Start-up Uses Darpa Grant For Wireless Transmissible Power to Drones
Either Nicolas Tesla is rolling over in his grave or he is kicking up his heels over Whisper Beam. Tesla long held that electric power was transmissible without the use of power lines. Now it appears a company called Electric Sky has done just that.
We found an article this week on geekwire.com on Electric Sky. It also details the work of Seattle-based PowerLight Technologies, for instance, which is working on a laser-based system that could power up unpiloted aerial vehicles as well as 5G base stations. But Electric Sky’s proprietary technology takes a different approach.
“Whisper Beam technology is the electromagnetic equivalent of a whispering gallery,” Millman said in a news release. “In a whispering gallery a single listener across the room can hear the speaker but no one else can, not even people standing directly between the speaker and listener. The sound is too weak for them to hear.”

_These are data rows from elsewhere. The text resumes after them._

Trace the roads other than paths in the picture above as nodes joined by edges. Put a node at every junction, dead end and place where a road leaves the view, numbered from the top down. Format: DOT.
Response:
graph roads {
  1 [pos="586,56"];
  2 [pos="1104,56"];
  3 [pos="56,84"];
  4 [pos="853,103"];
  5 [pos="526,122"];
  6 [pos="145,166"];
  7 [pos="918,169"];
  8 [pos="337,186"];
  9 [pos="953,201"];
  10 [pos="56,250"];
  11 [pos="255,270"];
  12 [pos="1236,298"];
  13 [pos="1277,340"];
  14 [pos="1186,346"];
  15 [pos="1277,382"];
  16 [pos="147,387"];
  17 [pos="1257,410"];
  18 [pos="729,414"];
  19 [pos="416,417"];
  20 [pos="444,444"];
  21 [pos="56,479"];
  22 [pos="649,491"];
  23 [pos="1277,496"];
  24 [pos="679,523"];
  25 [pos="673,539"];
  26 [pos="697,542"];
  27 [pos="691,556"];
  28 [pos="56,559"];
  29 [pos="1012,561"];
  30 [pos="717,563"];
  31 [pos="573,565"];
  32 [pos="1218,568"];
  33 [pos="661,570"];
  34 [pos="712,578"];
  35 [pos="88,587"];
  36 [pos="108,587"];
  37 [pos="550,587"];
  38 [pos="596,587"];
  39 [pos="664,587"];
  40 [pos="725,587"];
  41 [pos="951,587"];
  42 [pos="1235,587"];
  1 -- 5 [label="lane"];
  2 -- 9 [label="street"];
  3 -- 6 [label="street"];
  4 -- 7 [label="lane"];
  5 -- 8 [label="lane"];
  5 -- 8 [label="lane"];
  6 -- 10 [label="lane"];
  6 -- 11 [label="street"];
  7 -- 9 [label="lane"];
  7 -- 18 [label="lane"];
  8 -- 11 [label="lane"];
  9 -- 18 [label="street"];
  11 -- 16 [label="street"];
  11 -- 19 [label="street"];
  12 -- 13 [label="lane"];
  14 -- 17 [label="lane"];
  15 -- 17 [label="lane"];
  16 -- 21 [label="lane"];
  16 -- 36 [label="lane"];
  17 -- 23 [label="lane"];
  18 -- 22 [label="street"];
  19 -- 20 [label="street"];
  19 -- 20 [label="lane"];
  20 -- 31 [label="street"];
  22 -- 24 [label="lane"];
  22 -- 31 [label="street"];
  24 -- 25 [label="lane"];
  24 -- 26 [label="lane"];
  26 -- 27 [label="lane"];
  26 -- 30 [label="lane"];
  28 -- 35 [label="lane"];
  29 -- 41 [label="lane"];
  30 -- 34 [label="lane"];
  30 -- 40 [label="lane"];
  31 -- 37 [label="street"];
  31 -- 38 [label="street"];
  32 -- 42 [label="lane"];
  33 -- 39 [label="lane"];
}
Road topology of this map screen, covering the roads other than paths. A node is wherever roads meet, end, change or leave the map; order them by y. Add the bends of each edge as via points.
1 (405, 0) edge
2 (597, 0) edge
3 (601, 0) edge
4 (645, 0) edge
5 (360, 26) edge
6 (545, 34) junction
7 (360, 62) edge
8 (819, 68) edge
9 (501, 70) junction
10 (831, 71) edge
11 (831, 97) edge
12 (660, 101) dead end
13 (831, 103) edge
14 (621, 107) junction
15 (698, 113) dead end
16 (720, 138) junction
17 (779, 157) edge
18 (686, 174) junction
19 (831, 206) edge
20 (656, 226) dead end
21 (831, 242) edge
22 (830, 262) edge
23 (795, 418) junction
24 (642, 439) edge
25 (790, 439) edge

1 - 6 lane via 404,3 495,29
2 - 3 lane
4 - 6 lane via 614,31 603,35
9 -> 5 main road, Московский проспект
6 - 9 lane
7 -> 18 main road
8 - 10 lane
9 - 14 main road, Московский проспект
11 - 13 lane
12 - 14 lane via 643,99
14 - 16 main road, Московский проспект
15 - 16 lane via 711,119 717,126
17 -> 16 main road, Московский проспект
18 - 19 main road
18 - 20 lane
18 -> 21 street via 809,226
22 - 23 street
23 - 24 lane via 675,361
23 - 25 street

Whisper Beam’s signal starts out weaker and gets stronger as it nears its intended target which at this point is an electric drone. The radio waves sent out by Electric Sky’s transmitter self-focus at the receiver, enabling the drone to draw kilowatts of power in any kind of weather.
Electric Sky will use the six-month Phase I award, granted through DARPA’s Small Business Innovation Research program, to explore ways to adapt its wireless architecture to power a swarm of drones.
The other company geekwire.com mentioned from Seattle does their transmissible power a little differently. Powerlight Technologies also has huge investments, moving their product forward.
LaserMotive designs and builds systems to deliver wireless power via laser. This technology enables users to transmit electricity without wires for applications where wires are either cost-prohibitive or physically impractical.
LaserMotive transmits electric power with a unique technology that enables next-generation lifestyle convenience for consumers’ portable electronics and solves power delivery challenges for industrial customers in the power utility, commercial aircraft, telecom, unmanned aerial vehicle and other markets.